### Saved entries
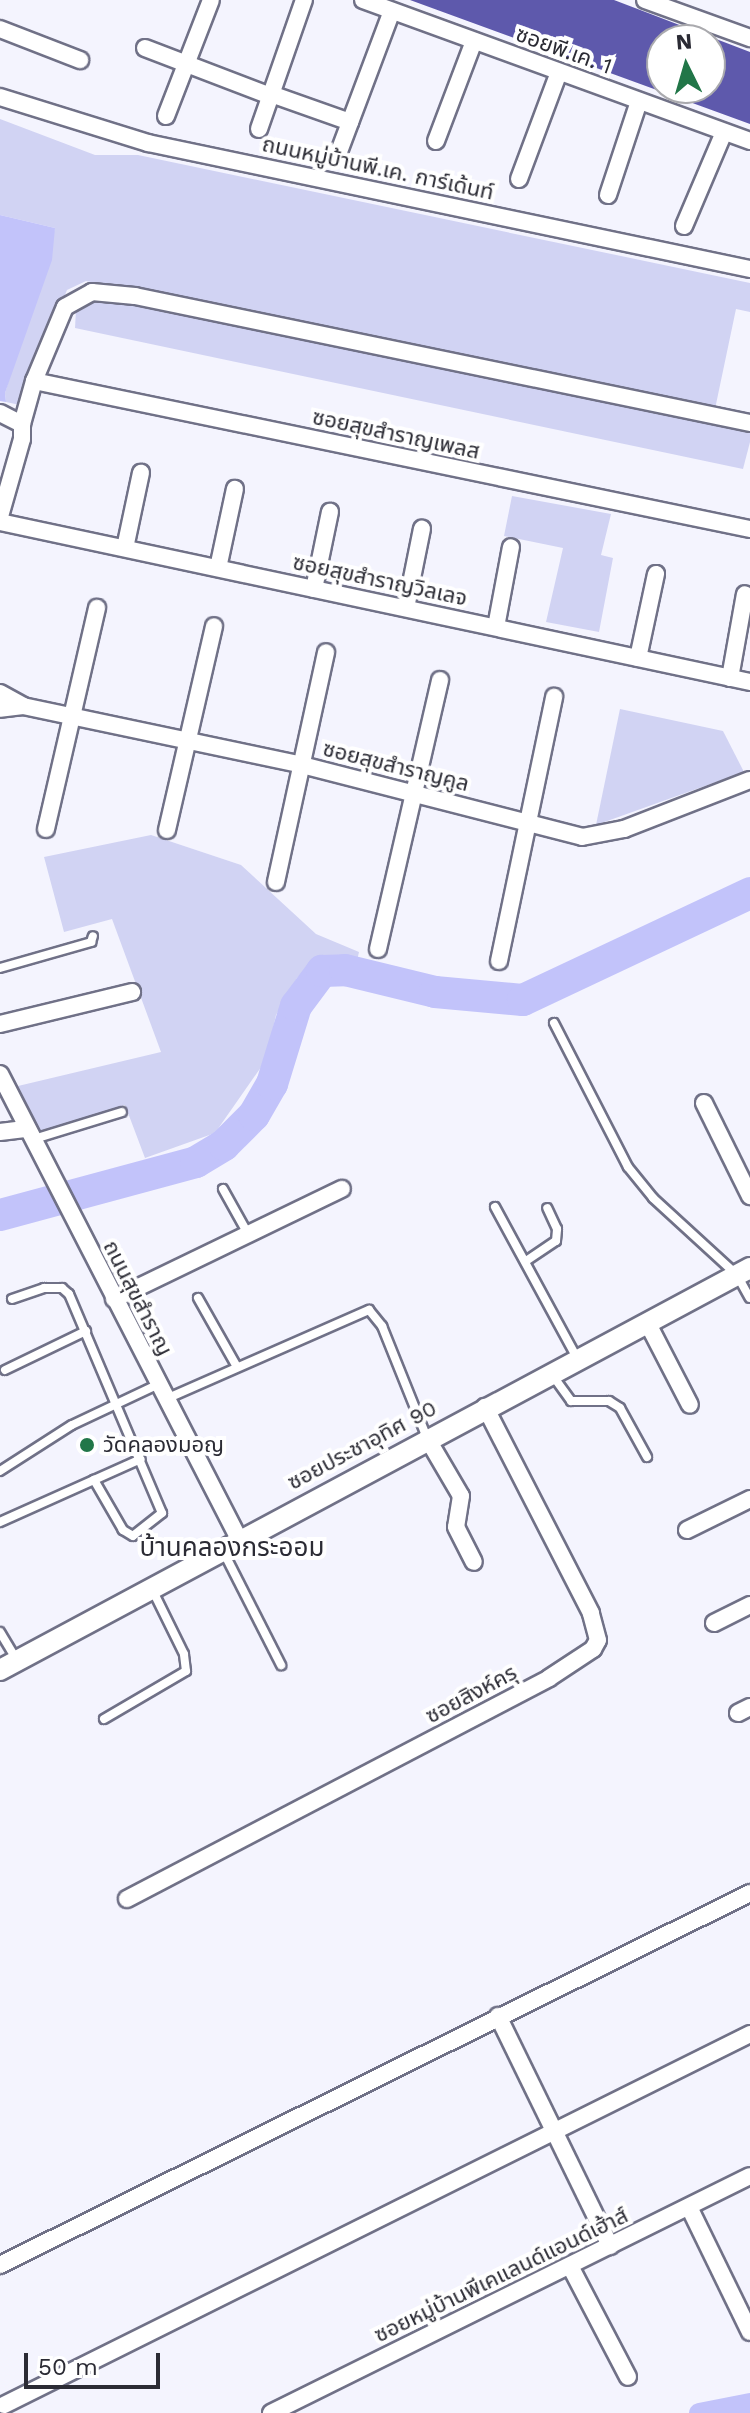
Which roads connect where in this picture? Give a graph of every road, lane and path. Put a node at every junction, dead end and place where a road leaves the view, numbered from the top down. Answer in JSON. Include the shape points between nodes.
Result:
{"nodes":[{"id":1,"x":211,"y":0,"type":"edge"},
{"id":2,"x":304,"y":0,"type":"edge"},
{"id":3,"x":363,"y":0,"type":"edge"},
{"id":4,"x":645,"y":0,"type":"edge"},
{"id":5,"x":392,"y":11,"type":"junction"},
{"id":6,"x":0,"y":29,"type":"edge"},
{"id":7,"x":750,"y":38,"type":"edge"},
{"id":8,"x":474,"y":41,"type":"junction"},
{"id":9,"x":145,"y":48,"type":"dead end"},
{"id":10,"x":80,"y":60,"type":"dead end"},
{"id":11,"x":186,"y":64,"type":"junction"},
{"id":12,"x":559,"y":72,"type":"junction"},
{"id":13,"x":271,"y":95,"type":"junction"},
{"id":14,"x":0,"y":97,"type":"edge"},
{"id":15,"x":639,"y":101,"type":"junction"},
{"id":16,"x":166,"y":116,"type":"dead end"},
{"id":17,"x":350,"y":122,"type":"junction"},
{"id":18,"x":259,"y":129,"type":"dead end"},
{"id":19,"x":724,"y":132,"type":"junction"},
{"id":20,"x":436,"y":141,"type":"dead end"},
{"id":21,"x":750,"y":141,"type":"edge"},
{"id":22,"x":337,"y":157,"type":"dead end"},
{"id":23,"x":519,"y":179,"type":"dead end"},
{"id":24,"x":608,"y":195,"type":"dead end"},
{"id":25,"x":684,"y":226,"type":"dead end"},
{"id":26,"x":750,"y":269,"type":"edge"},
{"id":27,"x":34,"y":381,"type":"junction"},
{"id":28,"x":0,"y":413,"type":"edge"},
{"id":29,"x":750,"y":423,"type":"edge"},
{"id":30,"x":22,"y":424,"type":"junction"},
{"id":31,"x":141,"y":473,"type":"dead end"},
{"id":32,"x":235,"y":489,"type":"dead end"},
{"id":33,"x":330,"y":512,"type":"dead end"},
{"id":34,"x":0,"y":519,"type":"edge"},
{"id":35,"x":422,"y":529,"type":"dead end"},
{"id":36,"x":750,"y":529,"type":"edge"},
{"id":37,"x":511,"y":547,"type":"dead end"},
{"id":38,"x":125,"y":548,"type":"junction"},
{"id":39,"x":218,"y":568,"type":"junction"},
{"id":40,"x":656,"y":574,"type":"dead end"},
{"id":41,"x":314,"y":589,"type":"junction"},
{"id":42,"x":745,"y":594,"type":"dead end"},
{"id":43,"x":97,"y":608,"type":"dead end"},
{"id":44,"x":406,"y":608,"type":"junction"},
{"id":45,"x":214,"y":626,"type":"dead end"},
{"id":46,"x":496,"y":627,"type":"junction"},
{"id":47,"x":326,"y":652,"type":"dead end"},
{"id":48,"x":638,"y":658,"type":"junction"},
{"id":49,"x":730,"y":678,"type":"junction"},
{"id":50,"x":440,"y":680,"type":"dead end"},
{"id":51,"x":750,"y":682,"type":"edge"},
{"id":52,"x":0,"y":693,"type":"edge"},
{"id":53,"x":554,"y":697,"type":"dead end"},
{"id":54,"x":23,"y":706,"type":"junction"},
{"id":55,"x":0,"y":709,"type":"edge"},
{"id":56,"x":72,"y":715,"type":"junction"},
{"id":57,"x":188,"y":739,"type":"junction"},
{"id":58,"x":302,"y":765,"type":"junction"},
{"id":59,"x":750,"y":780,"type":"edge"},
{"id":60,"x":414,"y":792,"type":"junction"},
{"id":61,"x":525,"y":823,"type":"junction"},
{"id":62,"x":46,"y":829,"type":"dead end"},
{"id":63,"x":167,"y":830,"type":"dead end"},
{"id":64,"x":276,"y":882,"type":"dead end"},
{"id":65,"x":93,"y":936,"type":"dead end"},
{"id":66,"x":378,"y":949,"type":"dead end"},
{"id":67,"x":499,"y":961,"type":"dead end"},
{"id":68,"x":0,"y":968,"type":"edge"},
{"id":69,"x":132,"y":992,"type":"dead end"},
{"id":70,"x":554,"y":1023,"type":"dead end"},
{"id":71,"x":0,"y":1024,"type":"edge"},
{"id":72,"x":0,"y":1074,"type":"edge"},
{"id":73,"x":704,"y":1103,"type":"dead end"},
{"id":74,"x":122,"y":1112,"type":"dead end"},
{"id":75,"x":0,"y":1132,"type":"edge"},
{"id":76,"x":28,"y":1134,"type":"junction"},
{"id":77,"x":223,"y":1189,"type":"dead end"},
{"id":78,"x":342,"y":1189,"type":"dead end"},
{"id":79,"x":750,"y":1196,"type":"edge"},
{"id":80,"x":495,"y":1207,"type":"dead end"},
{"id":81,"x":547,"y":1208,"type":"dead end"},
{"id":82,"x":248,"y":1234,"type":"junction"},
{"id":83,"x":526,"y":1261,"type":"junction"},
{"id":84,"x":743,"y":1271,"type":"edge"},
{"id":85,"x":198,"y":1298,"type":"dead end"},
{"id":86,"x":750,"y":1298,"type":"edge"},
{"id":87,"x":12,"y":1299,"type":"dead end"},
{"id":88,"x":114,"y":1299,"type":"junction"},
{"id":89,"x":647,"y":1322,"type":"junction"},
{"id":90,"x":86,"y":1331,"type":"junction"},
{"id":91,"x":578,"y":1358,"type":"junction"},
{"id":92,"x":237,"y":1367,"type":"junction"},
{"id":93,"x":5,"y":1370,"type":"dead end"},
{"id":94,"x":550,"y":1372,"type":"junction"},
{"id":95,"x":161,"y":1392,"type":"junction"},
{"id":96,"x":118,"y":1405,"type":"junction"},
{"id":97,"x":690,"y":1405,"type":"dead end"},
{"id":98,"x":485,"y":1407,"type":"junction"},
{"id":99,"x":427,"y":1438,"type":"junction"},
{"id":100,"x":647,"y":1457,"type":"dead end"},
{"id":101,"x":141,"y":1459,"type":"junction"},
{"id":102,"x":0,"y":1471,"type":"edge"},
{"id":103,"x":94,"y":1480,"type":"junction"},
{"id":104,"x":749,"y":1503,"type":"edge"},
{"id":105,"x":0,"y":1522,"type":"edge"},
{"id":106,"x":687,"y":1530,"type":"dead end"},
{"id":107,"x":230,"y":1544,"type":"junction"},
{"id":108,"x":474,"y":1562,"type":"dead end"},
{"id":109,"x":152,"y":1588,"type":"junction"},
{"id":110,"x":750,"y":1605,"type":"edge"},
{"id":111,"x":714,"y":1623,"type":"dead end"},
{"id":112,"x":0,"y":1632,"type":"edge"},
{"id":113,"x":9,"y":1665,"type":"edge"},
{"id":114,"x":281,"y":1665,"type":"dead end"},
{"id":115,"x":104,"y":1719,"type":"dead end"},
{"id":116,"x":750,"y":1893,"type":"edge"},
{"id":117,"x":127,"y":1899,"type":"dead end"},
{"id":118,"x":498,"y":2016,"type":"junction"},
{"id":119,"x":750,"y":2034,"type":"edge"},
{"id":120,"x":553,"y":2131,"type":"junction"},
{"id":121,"x":750,"y":2176,"type":"edge"},
{"id":122,"x":689,"y":2207,"type":"junction"},
{"id":123,"x":610,"y":2246,"type":"junction"},
{"id":124,"x":0,"y":2265,"type":"edge"},
{"id":125,"x":570,"y":2266,"type":"junction"},
{"id":126,"x":750,"y":2332,"type":"edge"},
{"id":127,"x":628,"y":2377,"type":"dead end"},
{"id":128,"x":4,"y":2405,"type":"dead end"},
{"id":129,"x":271,"y":2413,"type":"edge"}],
"edges":[{"from":1,"to":11,"type":"street"},
{"from":2,"to":13,"type":"street"},
{"from":3,"to":5,"type":"street","name":"ซอยพี.เค. 1"},
{"from":4,"to":7,"type":"street"},
{"from":5,"to":8,"type":"street","name":"ซอยพี.เค. 1"},
{"from":5,"to":17,"type":"street"},
{"from":6,"to":10,"type":"street"},
{"from":8,"to":12,"type":"street","name":"ซอยพี.เค. 1"},
{"from":8,"to":20,"type":"street"},
{"from":9,"to":11,"type":"street"},
{"from":11,"to":13,"type":"street"},
{"from":11,"to":16,"type":"street"},
{"from":12,"to":15,"type":"street","name":"ซอยพี.เค. 1"},
{"from":12,"to":23,"type":"street"},
{"from":13,"to":17,"type":"street"},
{"from":13,"to":18,"type":"street"},
{"from":14,"to":26,"type":"street","name":"ถนนหมู่บ้านพี.เค. การ์เด้นท์","via":[[148,143]]},
{"from":15,"to":19,"type":"street","name":"ซอยพี.เค. 1"},
{"from":15,"to":24,"type":"street"},
{"from":17,"to":22,"type":"street"},
{"from":19,"to":21,"type":"street","name":"ซอยพี.เค. 1"},
{"from":19,"to":25,"type":"street"},
{"from":27,"to":29,"type":"street","via":[[65,307],[92,292],[135,296]]},
{"from":27,"to":30,"type":"street"},
{"from":27,"to":36,"type":"street","name":"ซอยสุขสำราญเพลส"},
{"from":28,"to":30,"type":"street"},
{"from":30,"to":34,"type":"street"},
{"from":31,"to":38,"type":"street"},
{"from":32,"to":39,"type":"street"},
{"from":33,"to":41,"type":"street"},
{"from":34,"to":38,"type":"street","name":"ซอยสุขสำราญวิลเลจ"},
{"from":35,"to":44,"type":"street"},
{"from":37,"to":46,"type":"street"},
{"from":38,"to":39,"type":"street","name":"ซอยสุขสำราญวิลเลจ"},
{"from":39,"to":41,"type":"street","name":"ซอยสุขสำราญวิลเลจ"},
{"from":40,"to":48,"type":"street"},
{"from":41,"to":44,"type":"street","name":"ซอยสุขสำราญวิลเลจ"},
{"from":42,"to":49,"type":"street"},
{"from":43,"to":56,"type":"street"},
{"from":44,"to":46,"type":"street","name":"ซอยสุขสำราญวิลเลจ"},
{"from":45,"to":57,"type":"street"},
{"from":46,"to":48,"type":"street","name":"ซอยสุขสำราญวิลเลจ"},
{"from":47,"to":58,"type":"street"},
{"from":48,"to":49,"type":"street","name":"ซอยสุขสำราญวิลเลจ"},
{"from":49,"to":51,"type":"street","name":"ซอยสุขสำราญวิลเลจ"},
{"from":50,"to":60,"type":"street"},
{"from":52,"to":54,"type":"street","name":"ซอยสุขสำราญคูล"},
{"from":53,"to":61,"type":"street"},
{"from":54,"to":55,"type":"street","name":"ซอยสุขสำราญคูล"},
{"from":54,"to":56,"type":"street","name":"ซอยสุขสำราญคูล"},
{"from":56,"to":57,"type":"street","name":"ซอยสุขสำราญคูล"},
{"from":56,"to":62,"type":"street"},
{"from":57,"to":58,"type":"street","name":"ซอยสุขสำราญคูล"},
{"from":57,"to":63,"type":"street"},
{"from":58,"to":60,"type":"street","name":"ซอยสุขสำราญคูล"},
{"from":58,"to":64,"type":"street"},
{"from":59,"to":61,"type":"street","name":"ซอยสุขสำราญคูล","via":[[598,837]]},
{"from":60,"to":61,"type":"street","name":"ซอยสุขสำราญคูล"},
{"from":60,"to":66,"type":"street"},
{"from":61,"to":67,"type":"street"},
{"from":65,"to":68,"type":"lane","via":[[78,946]]},
{"from":69,"to":71,"type":"street"},
{"from":70,"to":84,"type":"lane","via":[[628,1167],[653,1198]]},
{"from":72,"to":76,"type":"street","name":"ถนนสุขสำราญ"},
{"from":73,"to":79,"type":"street"},
{"from":74,"to":76,"type":"lane"},
{"from":75,"to":76,"type":"street"},
{"from":76,"to":88,"type":"street","name":"ถนนสุขสำราญ"},
{"from":77,"to":82,"type":"lane"},
{"from":78,"to":82,"type":"street"},
{"from":80,"to":83,"type":"lane"},
{"from":81,"to":83,"type":"lane","via":[[556,1241]]},
{"from":82,"to":88,"type":"street"},
{"from":83,"to":91,"type":"lane"},
{"from":84,"to":86,"type":"lane"},
{"from":84,"to":89,"type":"street","name":"ซอยประชาอุทิศ 90"},
{"from":85,"to":92,"type":"lane"},
{"from":87,"to":90,"type":"lane","via":[[62,1288]]},
{"from":88,"to":95,"type":"street","name":"ถนนสุขสำราญ"},
{"from":89,"to":91,"type":"street","name":"ซอยประชาอุทิศ 90"},
{"from":89,"to":97,"type":"street"},
{"from":90,"to":93,"type":"lane"},
{"from":90,"to":96,"type":"lane"},
{"from":91,"to":94,"type":"street","name":"ซอยประชาอุทิศ 90"},
{"from":92,"to":95,"type":"lane"},
{"from":92,"to":99,"type":"lane","via":[[369,1310],[382,1326]]},
{"from":94,"to":98,"type":"street","name":"ซอยประชาอุทิศ 90"},
{"from":94,"to":100,"type":"lane","via":[[571,1401],[609,1401],[620,1408]]},
{"from":95,"to":96,"type":"lane"},
{"from":95,"to":107,"type":"street","name":"ถนนสุขสำราญ"},
{"from":96,"to":101,"type":"lane"},
{"from":96,"to":102,"type":"lane","via":[[72,1425]]},
{"from":98,"to":99,"type":"street","name":"ซอยประชาอุทิศ 90"},
{"from":98,"to":117,"type":"street","name":"ซอยสิงห์ครุ","via":[[591,1613],[598,1640],[593,1649],[549,1678]]},
{"from":99,"to":107,"type":"street","name":"ซอยประชาอุทิศ 90"},
{"from":99,"to":108,"type":"street","via":[[461,1496],[456,1527]]},
{"from":101,"to":103,"type":"lane"},
{"from":101,"to":103,"type":"lane","via":[[162,1513],[143,1532],[133,1536],[123,1530]]},
{"from":103,"to":105,"type":"lane"},
{"from":104,"to":106,"type":"street"},
{"from":107,"to":109,"type":"street","name":"ซอยประชาอุทิศ 90"},
{"from":107,"to":114,"type":"lane"},
{"from":109,"to":113,"type":"street","name":"ซอยประชาอุทิศ 90"},
{"from":109,"to":115,"type":"lane","via":[[184,1654],[186,1671]]},
{"from":110,"to":111,"type":"street"},
{"from":112,"to":113,"type":"lane"},
{"from":116,"to":118,"type":"street"},
{"from":118,"to":120,"type":"street"},
{"from":118,"to":124,"type":"street"},
{"from":119,"to":120,"type":"street"},
{"from":120,"to":123,"type":"street"},
{"from":120,"to":128,"type":"street"},
{"from":121,"to":122,"type":"street","name":"ซอยหมู่บ้านพีเคแลนด์แอนด์เฮ้าส์"},
{"from":122,"to":123,"type":"street","name":"ซอยหมู่บ้านพีเคแลนด์แอนด์เฮ้าส์"},
{"from":122,"to":126,"type":"street"},
{"from":123,"to":125,"type":"street","name":"ซอยหมู่บ้านพีเคแลนด์แอนด์เฮ้าส์"},
{"from":125,"to":127,"type":"street"},
{"from":125,"to":129,"type":"street","name":"ซอยหมู่บ้านพีเคแลนด์แอนด์เฮ้าส์"}]}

### Problem statement
Copy the lines of the entries above that mention "แอนด".

### Exercise solution
{"from":121,"to":122,"type":"street","name":"ซอยหมู่บ้านพีเคแลนด์แอนด์เฮ้าส์"},
{"from":122,"to":123,"type":"street","name":"ซอยหมู่บ้านพีเคแลนด์แอนด์เฮ้าส์"},
{"from":123,"to":125,"type":"street","name":"ซอยหมู่บ้านพีเคแลนด์แอนด์เฮ้าส์"},
{"from":125,"to":129,"type":"street","name":"ซอยหมู่บ้านพีเคแลนด์แอนด์เฮ้าส์"}]}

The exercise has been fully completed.